Kamis, 10 Januari 2013

Nama : Muhamad Ihsan
Npm:26209595
Kelas : 4 EB 18
Mata Kuliah : Etikan Profesi Akuntansi 
Tugas :Akhir etika profesi akuntansi

1.     Bagaimanakah budaya organisasi bisa mempengaruhi perilaku etis!
Jawab : budaya adalah suatu system dari nilai-nilai yang dipegang bersama tentang apa yang penting serta keyakinan tentang bagaimana dunia itu berjalan. Budaya organisasi adalah suatu sikap deskriptif bukan seperti kepuasan kerja yang lebih bersifat evaluative, budaya organisasi juga berkaiatan dengan bagaimana karyawan memahami karekteristik itu atau tidak.
faktor-faktor yang mempengaruhi:
  a. faktor individu, tingkat pengetahuan, nilai moral, sikap pribadi tujuan.
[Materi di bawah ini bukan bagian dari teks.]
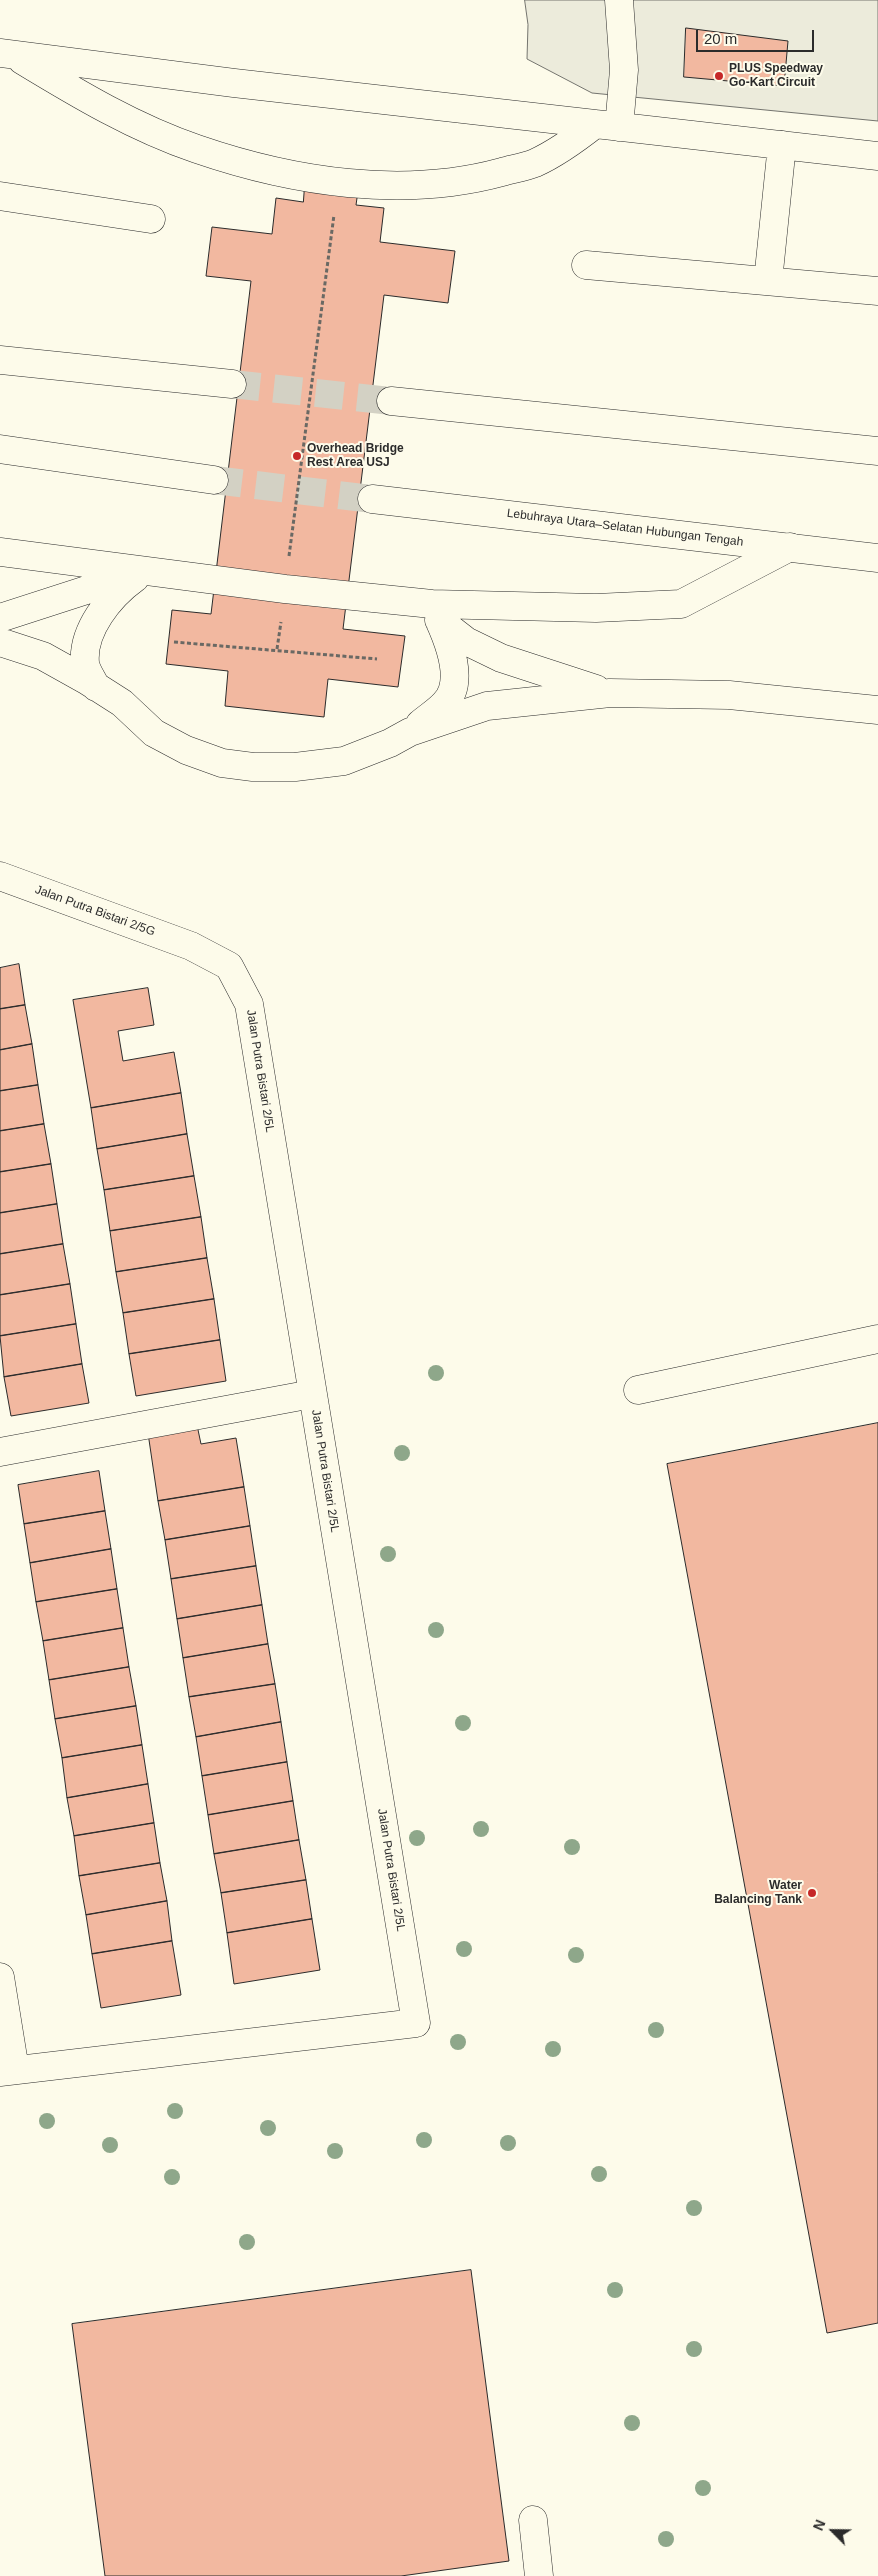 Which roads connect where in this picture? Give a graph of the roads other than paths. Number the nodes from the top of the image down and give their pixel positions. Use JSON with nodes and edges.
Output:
{"nodes":[{"id":1,"x":619,"y":0,"type":"edge"},
{"id":2,"x":6,"y":54,"type":"edge"},
{"id":3,"x":607,"y":125,"type":"junction"},
{"id":4,"x":782,"y":145,"type":"junction"},
{"id":5,"x":878,"y":156,"type":"edge"},
{"id":6,"x":0,"y":196,"type":"edge"},
{"id":7,"x":151,"y":219,"type":"dead end"},
{"id":8,"x":586,"y":265,"type":"dead end"},
{"id":9,"x":768,"y":281,"type":"junction"},
{"id":10,"x":878,"y":291,"type":"edge"},
{"id":11,"x":0,"y":360,"type":"edge"},
{"id":12,"x":232,"y":384,"type":"tunnel mouth"},
{"id":13,"x":391,"y":401,"type":"tunnel mouth"},
{"id":14,"x":0,"y":449,"type":"edge"},
{"id":15,"x":878,"y":451,"type":"edge"},
{"id":16,"x":214,"y":480,"type":"tunnel mouth"},
{"id":17,"x":372,"y":499,"type":"tunnel mouth"},
{"id":18,"x":790,"y":547,"type":"junction"},
{"id":19,"x":0,"y":552,"type":"edge"},
{"id":20,"x":878,"y":558,"type":"edge"},
{"id":21,"x":144,"y":572,"type":"junction"},
{"id":22,"x":435,"y":612,"type":"junction"},
{"id":23,"x":0,"y":618,"type":"edge"},
{"id":24,"x":0,"y":642,"type":"edge"},
{"id":25,"x":96,"y":687,"type":"junction"},
{"id":26,"x":610,"y":693,"type":"junction"},
{"id":27,"x":878,"y":710,"type":"edge"},
{"id":28,"x":410,"y":732,"type":"junction"},
{"id":29,"x":0,"y":876,"type":"edge"},
{"id":30,"x":191,"y":946,"type":"joint"},
{"id":31,"x":878,"y":1339,"type":"edge"},
{"id":32,"x":638,"y":1390,"type":"dead end"},
{"id":33,"x":312,"y":1394,"type":"junction"},
{"id":34,"x":0,"y":1452,"type":"edge"},
{"id":35,"x":0,"y":1977,"type":"edge"},
{"id":36,"x":8,"y":2071,"type":"edge"},
{"id":37,"x":534,"y":2520,"type":"dead end"},
{"id":38,"x":539,"y":2576,"type":"edge"}],
"edges":[{"from":1,"to":3,"type":"main road"},
{"from":2,"to":3,"type":"main road"},
{"from":2,"to":3,"type":"main road"},
{"from":3,"to":4,"type":"main road"},
{"from":4,"to":5,"type":"main road"},
{"from":4,"to":9,"type":"main road"},
{"from":6,"to":7,"type":"main road"},
{"from":8,"to":9,"type":"main road"},
{"from":9,"to":10,"type":"main road"},
{"from":11,"to":12,"type":"main road"},
{"from":13,"to":15,"type":"main road"},
{"from":14,"to":16,"type":"main road"},
{"from":17,"to":18,"type":"main road","name":"Lebuhraya Utara–Selatan Hubungan Tengah"},
{"from":18,"to":20,"type":"main road","name":"Lebuhraya Utara–Selatan Hubungan Tengah"},
{"from":18,"to":22,"type":"main road"},
{"from":19,"to":21,"type":"main road"},
{"from":21,"to":22,"type":"main road"},
{"from":21,"to":23,"type":"main road"},
{"from":21,"to":25,"type":"main road"},
{"from":22,"to":26,"type":"main road"},
{"from":22,"to":28,"type":"main road"},
{"from":24,"to":25,"type":"main road"},
{"from":25,"to":28,"type":"main road"},
{"from":26,"to":27,"type":"main road"},
{"from":26,"to":28,"type":"main road"},
{"from":29,"to":30,"type":"main road","name":"Jalan Putra Bistari 2/5G"},
{"from":30,"to":33,"type":"main road","name":"Jalan Putra Bistari 2/5L"},
{"from":31,"to":32,"type":"main road"},
{"from":33,"to":34,"type":"main road"},
{"from":33,"to":36,"type":"main road","name":"Jalan Putra Bistari 2/5L"},
{"from":35,"to":36,"type":"main road"},
{"from":37,"to":38,"type":"main road"}]}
b. faktor sosial, norma budaya, keputusan, tindakan dan prilaku
c. kesempatan atau peluang, kebebasan yang diberikan organisasi.
2.    Apa yang menentukan tingkatan intensitas masalah etika?
Intensitas mengenai etika ditentukan oleh beberapa  faktor:
Ø  Tingkat kesepakopaatan bahwa tindakan tersebut salah.
Ø  Besar kemungkinan tindakan tersebut menimbulkan dampak negatif.
Ø  Cepat tidaknya dampak negatif tersebut terasa.
Ø  Kedekatan pelaku tindakan dengan mereka yang potensial menjadi korban
Ø  Besar dampak tindakan terhadap korban.
Ø  Banyaknya orang yang terkena dampak negatif/Luas dampak negatif yang ditimbulkan oleh tindakan tersebut.
3.    Factor apa yang mempengaruhi etika secara internasional ?
1.     Kebutuhan individu
2.    Tidak ada pedoman
3.    Kejujuran
4.    Lingkungan yang tidak etis
5.    Prilaku dari komunitas
4.    Berikan beberapa kasus skandal etika dibidang akuntansi?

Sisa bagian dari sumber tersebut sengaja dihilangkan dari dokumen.